Latest Fiction

Blood Will Tell

Somebody took out the king’s son Kore with a blade. A bad blade, one that left many deep wounds. Kore had been in hiding and detoxing, sedated, watched over.

When the king heard his enormous head trembled like jellied beef. Rage. And some other thing. A strange light flickered on behind his eyes.

The king’s people were Kore’s watchers. No outsider knew of the confinement. There were six. Gabor, Bela, Tibo, Jal, Zoltan, and Joska. Conclusion: trust no one.

Kore’s funeral was set for the family plot in the Union graveyard. “No. Not yet,” the king said. He called for an open casket in Ho-Ho-Kus. In the subbasement of the Goulash Pot. Six invitations. He himself made the seventh.

He was all the time now visiting the seer Celesta.

The six watchers, in dress black, filed down the basement stairs. No chairs. The corpse was naked on a low surface covered with a black shroud, the shroud scattered with glittering stars. Kore’s thorax was covered with red wounds like so many extra mouths. Everyone stood at a respectful distance.

The king stood where he could see the men and his son’s body. “Each one walk up alone,” he said. “Count five then you go off to the left. No touching. Touch and o Beng himself won’t save you.”

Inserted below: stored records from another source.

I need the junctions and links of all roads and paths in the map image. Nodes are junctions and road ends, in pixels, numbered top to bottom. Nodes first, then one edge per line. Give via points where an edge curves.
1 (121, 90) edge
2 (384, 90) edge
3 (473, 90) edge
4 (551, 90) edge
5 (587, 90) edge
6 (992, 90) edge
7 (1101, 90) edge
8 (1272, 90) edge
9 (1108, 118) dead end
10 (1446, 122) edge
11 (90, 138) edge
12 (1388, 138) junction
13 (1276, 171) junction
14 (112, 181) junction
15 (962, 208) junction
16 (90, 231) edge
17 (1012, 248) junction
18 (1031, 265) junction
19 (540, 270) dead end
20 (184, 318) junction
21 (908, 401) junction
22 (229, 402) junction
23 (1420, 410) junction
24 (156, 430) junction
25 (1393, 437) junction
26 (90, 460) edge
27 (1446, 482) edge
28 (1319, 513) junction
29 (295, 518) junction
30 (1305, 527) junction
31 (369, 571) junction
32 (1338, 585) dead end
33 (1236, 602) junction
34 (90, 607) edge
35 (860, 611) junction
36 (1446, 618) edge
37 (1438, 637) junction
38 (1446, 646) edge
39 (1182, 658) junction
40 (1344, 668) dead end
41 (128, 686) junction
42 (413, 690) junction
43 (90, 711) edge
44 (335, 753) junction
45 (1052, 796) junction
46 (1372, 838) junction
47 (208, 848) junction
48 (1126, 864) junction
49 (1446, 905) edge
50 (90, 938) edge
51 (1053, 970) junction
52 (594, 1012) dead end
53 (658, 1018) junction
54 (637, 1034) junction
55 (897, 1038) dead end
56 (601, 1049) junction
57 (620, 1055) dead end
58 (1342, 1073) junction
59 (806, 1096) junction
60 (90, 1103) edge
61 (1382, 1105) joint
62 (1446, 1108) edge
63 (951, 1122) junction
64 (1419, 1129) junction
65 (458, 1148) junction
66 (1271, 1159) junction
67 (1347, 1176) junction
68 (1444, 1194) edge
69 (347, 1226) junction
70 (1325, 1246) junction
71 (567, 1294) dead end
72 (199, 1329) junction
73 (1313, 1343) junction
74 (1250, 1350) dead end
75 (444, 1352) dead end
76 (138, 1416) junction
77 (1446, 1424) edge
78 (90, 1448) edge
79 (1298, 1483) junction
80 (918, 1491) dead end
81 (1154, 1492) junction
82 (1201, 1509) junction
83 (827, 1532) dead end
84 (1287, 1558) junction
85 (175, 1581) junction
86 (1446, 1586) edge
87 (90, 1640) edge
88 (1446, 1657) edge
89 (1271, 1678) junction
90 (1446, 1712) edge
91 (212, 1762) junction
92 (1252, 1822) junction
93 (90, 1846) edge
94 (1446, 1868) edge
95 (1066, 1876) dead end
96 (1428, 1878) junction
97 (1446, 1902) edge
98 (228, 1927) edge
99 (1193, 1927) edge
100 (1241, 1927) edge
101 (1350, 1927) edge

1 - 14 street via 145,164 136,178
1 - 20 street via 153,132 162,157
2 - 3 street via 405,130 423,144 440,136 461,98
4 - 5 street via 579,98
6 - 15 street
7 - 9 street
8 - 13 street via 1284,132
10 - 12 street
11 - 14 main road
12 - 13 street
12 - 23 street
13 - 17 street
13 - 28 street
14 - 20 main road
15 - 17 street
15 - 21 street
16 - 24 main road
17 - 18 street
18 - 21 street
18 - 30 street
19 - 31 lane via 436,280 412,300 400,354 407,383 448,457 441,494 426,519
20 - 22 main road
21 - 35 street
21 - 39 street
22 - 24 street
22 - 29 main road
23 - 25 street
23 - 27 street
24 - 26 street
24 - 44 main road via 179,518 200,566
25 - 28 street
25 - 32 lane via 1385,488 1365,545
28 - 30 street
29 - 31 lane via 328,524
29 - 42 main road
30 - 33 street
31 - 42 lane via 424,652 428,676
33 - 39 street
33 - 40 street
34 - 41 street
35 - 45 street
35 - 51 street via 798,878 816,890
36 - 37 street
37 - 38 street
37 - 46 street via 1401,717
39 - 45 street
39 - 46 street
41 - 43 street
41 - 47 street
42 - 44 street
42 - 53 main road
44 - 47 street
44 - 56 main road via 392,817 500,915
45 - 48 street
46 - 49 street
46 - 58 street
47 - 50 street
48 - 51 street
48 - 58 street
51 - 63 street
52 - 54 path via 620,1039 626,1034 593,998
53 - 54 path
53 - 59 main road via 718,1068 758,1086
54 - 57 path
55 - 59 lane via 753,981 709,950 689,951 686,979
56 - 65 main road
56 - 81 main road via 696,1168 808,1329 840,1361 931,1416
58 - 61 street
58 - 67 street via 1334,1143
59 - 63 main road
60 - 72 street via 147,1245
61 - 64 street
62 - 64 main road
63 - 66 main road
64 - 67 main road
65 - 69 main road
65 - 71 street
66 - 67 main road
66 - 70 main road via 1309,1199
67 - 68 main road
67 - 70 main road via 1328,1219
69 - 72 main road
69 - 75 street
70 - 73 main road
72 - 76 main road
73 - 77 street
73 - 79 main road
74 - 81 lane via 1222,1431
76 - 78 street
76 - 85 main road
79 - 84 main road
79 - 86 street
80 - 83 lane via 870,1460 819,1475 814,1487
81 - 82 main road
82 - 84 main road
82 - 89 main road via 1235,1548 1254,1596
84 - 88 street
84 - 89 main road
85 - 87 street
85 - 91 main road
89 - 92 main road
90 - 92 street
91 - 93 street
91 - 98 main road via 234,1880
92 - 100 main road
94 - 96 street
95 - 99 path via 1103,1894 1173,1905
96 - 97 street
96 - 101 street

Gabor moved forward, paused before the bier, then moved off. Jal followed. Zoltan followed.

Then Bela approached. A trickle of blood ran from a wound in Kore’s side.

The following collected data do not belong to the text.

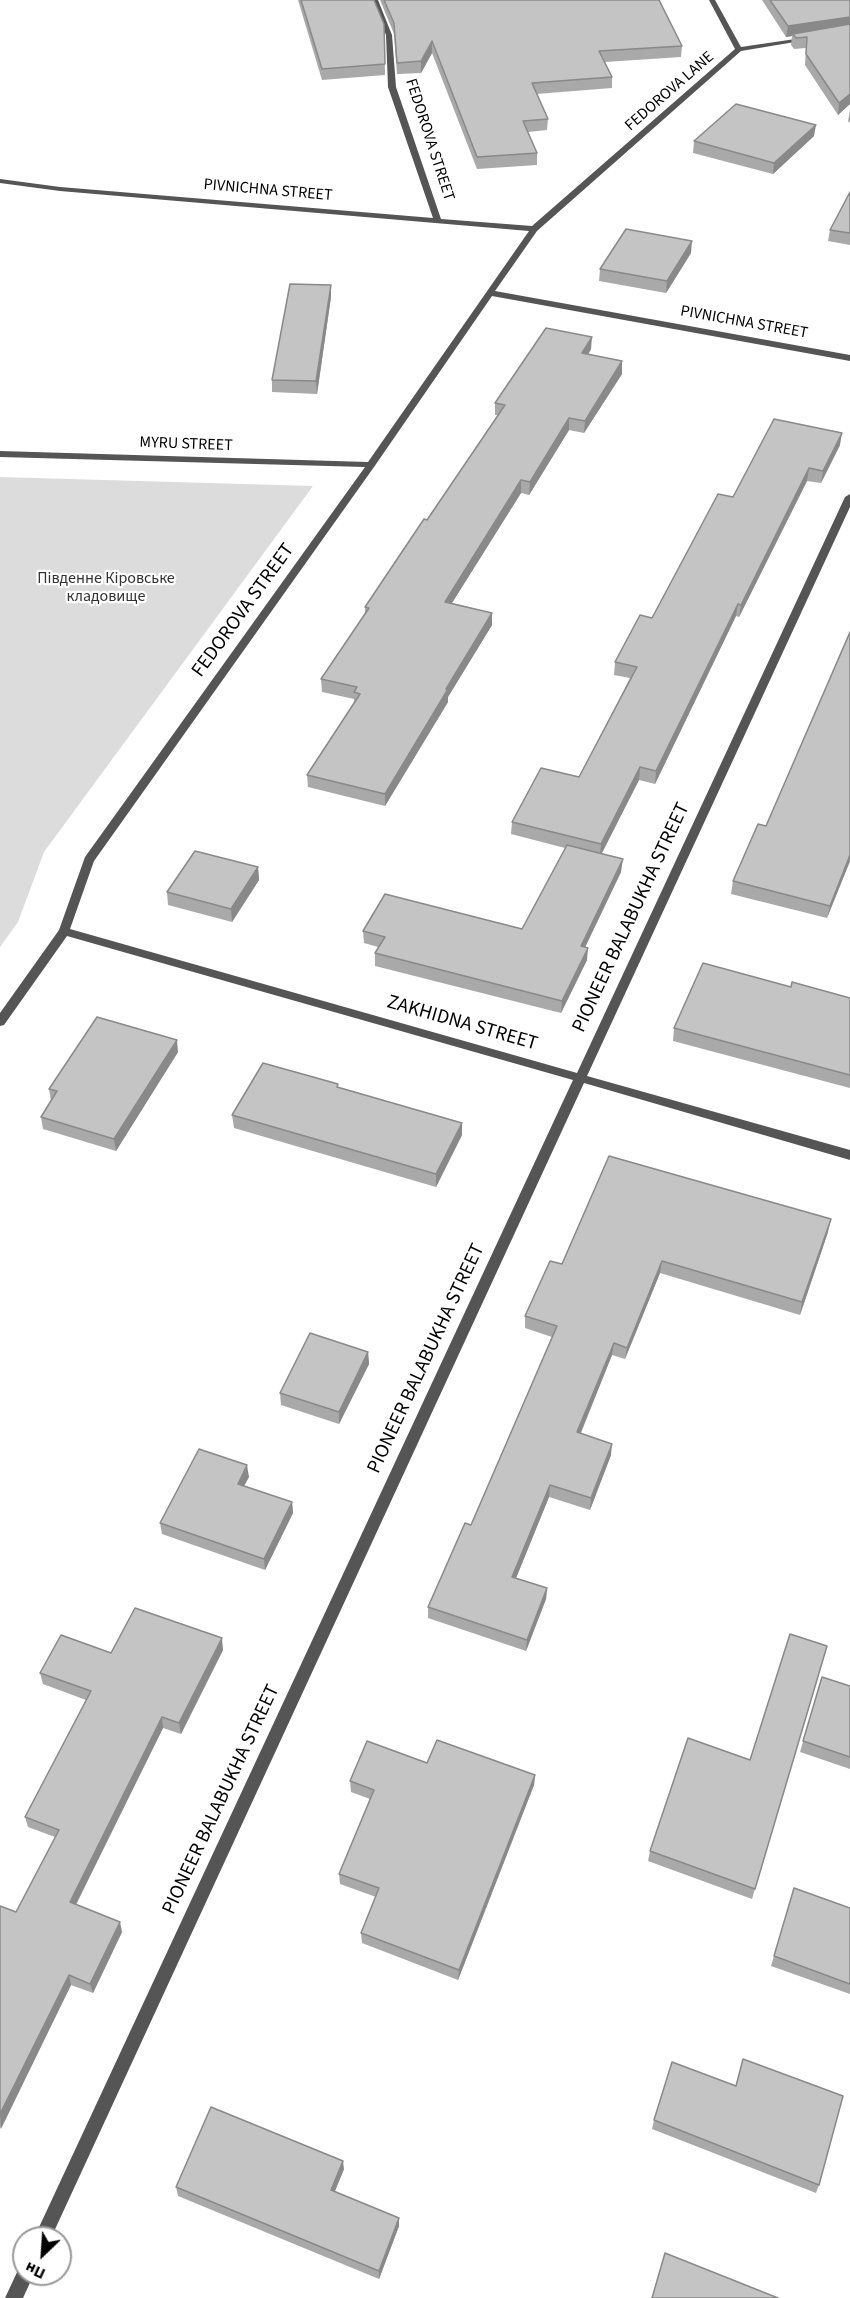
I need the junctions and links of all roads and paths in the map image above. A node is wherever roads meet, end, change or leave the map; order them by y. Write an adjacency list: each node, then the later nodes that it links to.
1 (375, 0): 6 (street, FEDOROVA STREET)
2 (712, 0): 4 (street)
3 (817, 37): 4 (street, FEDOROVA LANE)
4 (739, 49): 7 (street, FEDOROVA LANE)
5 (0, 181): 6 (street, PIVNICHNA STREET)
6 (438, 221): 7 (street, PIVNICHNA STREET)
7 (534, 229): 8 (street, FEDOROVA STREET)
8 (490, 293): 9 (street, PIVNICHNA STREET); 11 (street, FEDOROVA STREET)
9 (850, 358)
10 (0, 454): 11 (street, MYRU STREET)
11 (371, 465): 13 (street, FEDOROVA STREET)
12 (850, 497): 15 (street, PIONEER BALABUKHA STREET)
13 (64, 931): 14 (street, FEDOROVA STREET); 15 (street, ZAKHIDNA STREET)
14 (0, 1022)
15 (581, 1078): 16 (street, ZAKHIDNA STREET); 17 (street, PIONEER BALABUKHA STREET)
16 (850, 1155)
17 (48, 2226)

The king spoke. “Bastard.”

Bela’s face was frozen in alarm. “Nano, not me, this was not me.”

“We see my child’s blood. Does it lie?”

“A coincidence, Nano!”

“The dead know no coincidences.” The king spat the last word with contempt. “What did you think? You would be in my place?”

“Let me die if  . . .”

“You’re smarter than me. Smarter than fate.”

“Nano!”

“You are discarded. Like the mess of a diseased cat.”

Everyone in the basement stared at Bela. His eyes swept them uncertainly. Then he ran up the cement stairs.

Tibo and Joska never came forward.

The king spoke. “My grandparents grew up caravanning near this place. I have a 20-room house. But no one close. No one.”

The others stood with their heads inclined, looking everywhere but at the shrouded bier.

“I would have nothing done in my son’s presence,” the king said. “Let the death angel fly from this room to . . . Bela’s false heart. Any of you here can claim the honor.”

There was no more to be said. The men filed silently back up the steps. Leaving the king alone, to take his final leave.

Out on the street, Zoltan and Joska stopped for a smoke by Joska’s car. Joska said, “Very superstitious.”

Zoltan said, “No one thought Kore would be able to hold control.”

“He’ll have to choose another.”

“We all have choices to make. Are you in the chase?”

“Sure I am. Are you?”

Zoltan didn’t reply. He carefully crushed his cigarette on the ground. Trees lining the road were bursting with white blossoms. Then he said, “This is the best place to live in the state. There’s no crime.”

Zoltan was tasting blood from the nicks in his tongue. At the count of five, spitball a chip of glass into the body. Hit a scabbed spot and the bleeding would seep out – just as Bela walked up. That’s theater. He knew what Celesta had said to the old man. Blood will tell. Blood will tell. For the millionth time he thought it through. He’d removed the top two. The king had gone mad. Zoltan would be ruling in the East, not many years from now. Just wait.